Work request: A word-for-word copy of the lines from the one holding "index dip: (475, 418)" through the final line of the records below is the only output asked for.

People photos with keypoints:
::::
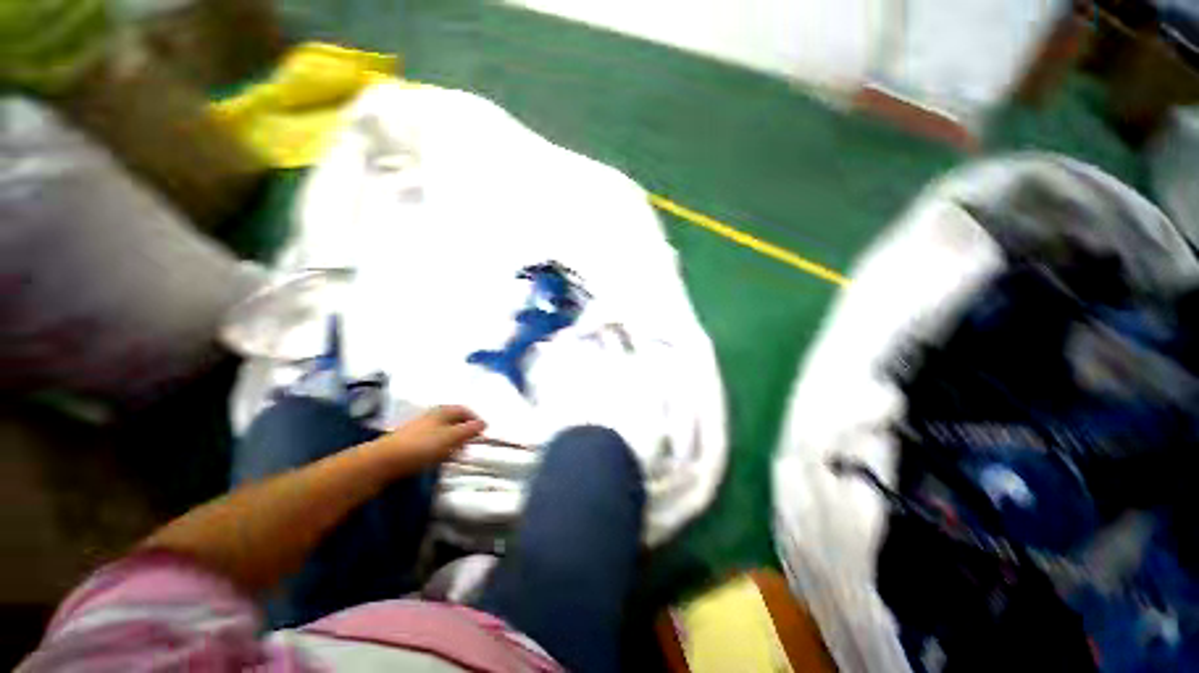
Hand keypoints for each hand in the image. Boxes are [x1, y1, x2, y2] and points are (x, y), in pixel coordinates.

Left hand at [375, 405, 486, 468]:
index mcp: (443, 411)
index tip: (484, 430)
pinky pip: (433, 440)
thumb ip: (469, 430)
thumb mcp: (451, 437)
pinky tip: (441, 456)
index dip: (475, 418)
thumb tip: (483, 423)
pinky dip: (441, 446)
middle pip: (453, 419)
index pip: (464, 409)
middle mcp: (432, 416)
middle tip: (474, 440)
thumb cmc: (423, 446)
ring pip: (443, 430)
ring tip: (460, 450)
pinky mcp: (410, 442)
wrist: (384, 461)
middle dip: (465, 428)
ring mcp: (419, 428)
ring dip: (453, 438)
::::
Response to the exercise:
index dip: (475, 418)
thumb tip: (483, 423)
pinky dip: (441, 446)
middle pip: (453, 419)
index pip: (464, 409)
middle mcp: (432, 416)
middle tip: (474, 440)
thumb cmc: (423, 446)
ring pip: (443, 430)
ring tip: (460, 450)
pinky mcp: (410, 442)
wrist: (384, 461)
middle dip: (465, 428)
ring mcp: (419, 428)
ring dip: (453, 438)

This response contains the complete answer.